Source data »

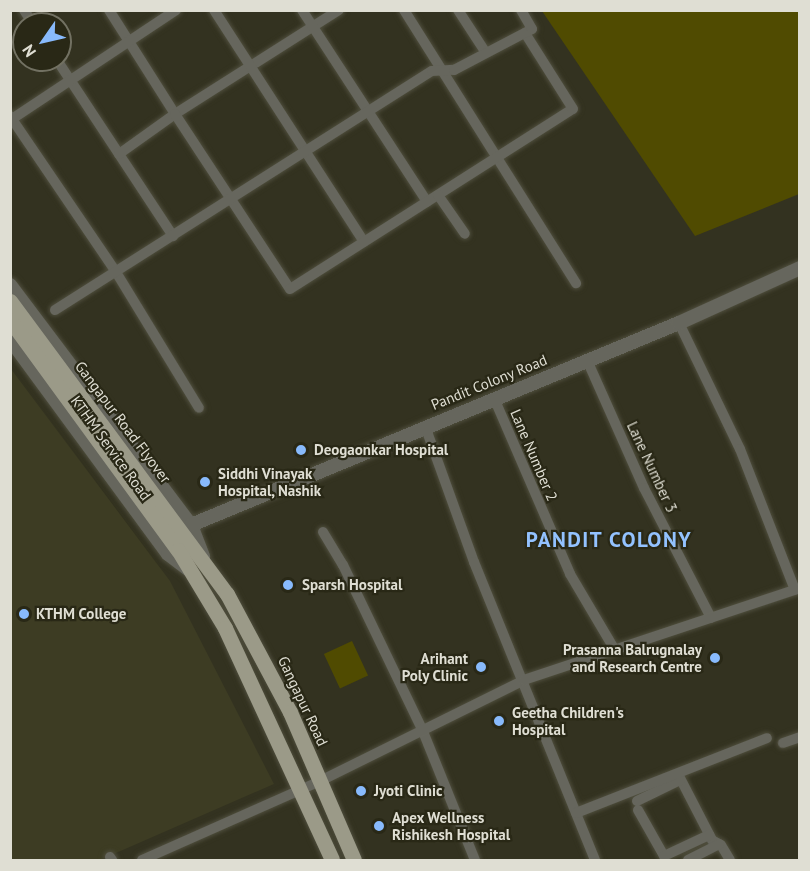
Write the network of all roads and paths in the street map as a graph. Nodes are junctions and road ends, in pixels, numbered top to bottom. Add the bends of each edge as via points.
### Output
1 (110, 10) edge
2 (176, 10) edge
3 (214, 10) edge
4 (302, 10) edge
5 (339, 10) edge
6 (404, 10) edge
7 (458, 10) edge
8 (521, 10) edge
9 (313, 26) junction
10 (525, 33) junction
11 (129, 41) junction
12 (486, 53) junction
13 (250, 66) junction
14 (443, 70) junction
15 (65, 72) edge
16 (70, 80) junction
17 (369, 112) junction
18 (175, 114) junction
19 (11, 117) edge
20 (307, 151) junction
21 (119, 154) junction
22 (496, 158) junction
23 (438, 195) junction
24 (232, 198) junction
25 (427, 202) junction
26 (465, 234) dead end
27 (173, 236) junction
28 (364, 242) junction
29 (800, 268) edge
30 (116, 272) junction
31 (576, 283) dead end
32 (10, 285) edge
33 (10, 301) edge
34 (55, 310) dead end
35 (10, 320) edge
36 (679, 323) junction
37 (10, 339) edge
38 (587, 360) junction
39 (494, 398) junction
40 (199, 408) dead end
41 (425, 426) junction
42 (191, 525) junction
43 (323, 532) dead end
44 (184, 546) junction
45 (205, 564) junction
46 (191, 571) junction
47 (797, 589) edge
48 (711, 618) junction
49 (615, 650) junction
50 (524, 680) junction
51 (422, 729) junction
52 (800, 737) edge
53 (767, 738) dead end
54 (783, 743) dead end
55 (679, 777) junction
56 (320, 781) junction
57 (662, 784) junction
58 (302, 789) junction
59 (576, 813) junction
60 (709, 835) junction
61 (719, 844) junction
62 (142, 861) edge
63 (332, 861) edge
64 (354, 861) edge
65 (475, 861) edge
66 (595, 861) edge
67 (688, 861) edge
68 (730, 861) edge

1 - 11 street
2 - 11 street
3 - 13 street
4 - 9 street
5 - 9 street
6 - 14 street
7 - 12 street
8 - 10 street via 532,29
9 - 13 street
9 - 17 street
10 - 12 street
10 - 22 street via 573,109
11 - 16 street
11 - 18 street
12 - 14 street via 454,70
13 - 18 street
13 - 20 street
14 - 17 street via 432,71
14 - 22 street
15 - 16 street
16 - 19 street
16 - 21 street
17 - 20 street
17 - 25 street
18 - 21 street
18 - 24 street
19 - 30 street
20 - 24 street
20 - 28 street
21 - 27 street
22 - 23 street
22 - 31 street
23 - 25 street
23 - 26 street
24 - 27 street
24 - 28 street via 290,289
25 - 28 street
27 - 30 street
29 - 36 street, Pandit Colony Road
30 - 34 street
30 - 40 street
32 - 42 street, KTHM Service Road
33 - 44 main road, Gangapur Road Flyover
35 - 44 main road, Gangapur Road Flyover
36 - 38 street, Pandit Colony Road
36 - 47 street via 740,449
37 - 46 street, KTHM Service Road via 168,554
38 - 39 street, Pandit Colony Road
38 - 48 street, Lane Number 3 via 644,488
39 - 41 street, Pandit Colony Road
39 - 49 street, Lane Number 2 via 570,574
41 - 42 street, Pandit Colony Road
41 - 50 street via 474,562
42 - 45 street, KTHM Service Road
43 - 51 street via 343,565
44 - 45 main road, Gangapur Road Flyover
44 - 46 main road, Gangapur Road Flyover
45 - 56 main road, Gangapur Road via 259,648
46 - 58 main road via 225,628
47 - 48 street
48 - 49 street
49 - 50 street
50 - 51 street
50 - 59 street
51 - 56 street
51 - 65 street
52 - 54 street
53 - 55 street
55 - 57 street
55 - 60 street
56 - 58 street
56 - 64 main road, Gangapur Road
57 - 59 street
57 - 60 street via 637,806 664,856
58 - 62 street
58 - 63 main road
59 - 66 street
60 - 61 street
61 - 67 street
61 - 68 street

Task objective » The answer is the whole listing retyped exactly, with pictures omitted.

Written reply »
Write the network of all roads and paths in the street map as a graph. Nodes are junctions and road ends, in pixels, numbered top to bottom. Add the bends of each edge as via points.
### Output
1 (110, 10) edge
2 (176, 10) edge
3 (214, 10) edge
4 (302, 10) edge
5 (339, 10) edge
6 (404, 10) edge
7 (458, 10) edge
8 (521, 10) edge
9 (313, 26) junction
10 (525, 33) junction
11 (129, 41) junction
12 (486, 53) junction
13 (250, 66) junction
14 (443, 70) junction
15 (65, 72) edge
16 (70, 80) junction
17 (369, 112) junction
18 (175, 114) junction
19 (11, 117) edge
20 (307, 151) junction
21 (119, 154) junction
22 (496, 158) junction
23 (438, 195) junction
24 (232, 198) junction
25 (427, 202) junction
26 (465, 234) dead end
27 (173, 236) junction
28 (364, 242) junction
29 (800, 268) edge
30 (116, 272) junction
31 (576, 283) dead end
32 (10, 285) edge
33 (10, 301) edge
34 (55, 310) dead end
35 (10, 320) edge
36 (679, 323) junction
37 (10, 339) edge
38 (587, 360) junction
39 (494, 398) junction
40 (199, 408) dead end
41 (425, 426) junction
42 (191, 525) junction
43 (323, 532) dead end
44 (184, 546) junction
45 (205, 564) junction
46 (191, 571) junction
47 (797, 589) edge
48 (711, 618) junction
49 (615, 650) junction
50 (524, 680) junction
51 (422, 729) junction
52 (800, 737) edge
53 (767, 738) dead end
54 (783, 743) dead end
55 (679, 777) junction
56 (320, 781) junction
57 (662, 784) junction
58 (302, 789) junction
59 (576, 813) junction
60 (709, 835) junction
61 (719, 844) junction
62 (142, 861) edge
63 (332, 861) edge
64 (354, 861) edge
65 (475, 861) edge
66 (595, 861) edge
67 (688, 861) edge
68 (730, 861) edge

1 - 11 street
2 - 11 street
3 - 13 street
4 - 9 street
5 - 9 street
6 - 14 street
7 - 12 street
8 - 10 street via 532,29
9 - 13 street
9 - 17 street
10 - 12 street
10 - 22 street via 573,109
11 - 16 street
11 - 18 street
12 - 14 street via 454,70
13 - 18 street
13 - 20 street
14 - 17 street via 432,71
14 - 22 street
15 - 16 street
16 - 19 street
16 - 21 street
17 - 20 street
17 - 25 street
18 - 21 street
18 - 24 street
19 - 30 street
20 - 24 street
20 - 28 street
21 - 27 street
22 - 23 street
22 - 31 street
23 - 25 street
23 - 26 street
24 - 27 street
24 - 28 street via 290,289
25 - 28 street
27 - 30 street
29 - 36 street, Pandit Colony Road
30 - 34 street
30 - 40 street
32 - 42 street, KTHM Service Road
33 - 44 main road, Gangapur Road Flyover
35 - 44 main road, Gangapur Road Flyover
36 - 38 street, Pandit Colony Road
36 - 47 street via 740,449
37 - 46 street, KTHM Service Road via 168,554
38 - 39 street, Pandit Colony Road
38 - 48 street, Lane Number 3 via 644,488
39 - 41 street, Pandit Colony Road
39 - 49 street, Lane Number 2 via 570,574
41 - 42 street, Pandit Colony Road
41 - 50 street via 474,562
42 - 45 street, KTHM Service Road
43 - 51 street via 343,565
44 - 45 main road, Gangapur Road Flyover
44 - 46 main road, Gangapur Road Flyover
45 - 56 main road, Gangapur Road via 259,648
46 - 58 main road via 225,628
47 - 48 street
48 - 49 street
49 - 50 street
50 - 51 street
50 - 59 street
51 - 56 street
51 - 65 street
52 - 54 street
53 - 55 street
55 - 57 street
55 - 60 street
56 - 58 street
56 - 64 main road, Gangapur Road
57 - 59 street
57 - 60 street via 637,806 664,856
58 - 62 street
58 - 63 main road
59 - 66 street
60 - 61 street
61 - 67 street
61 - 68 street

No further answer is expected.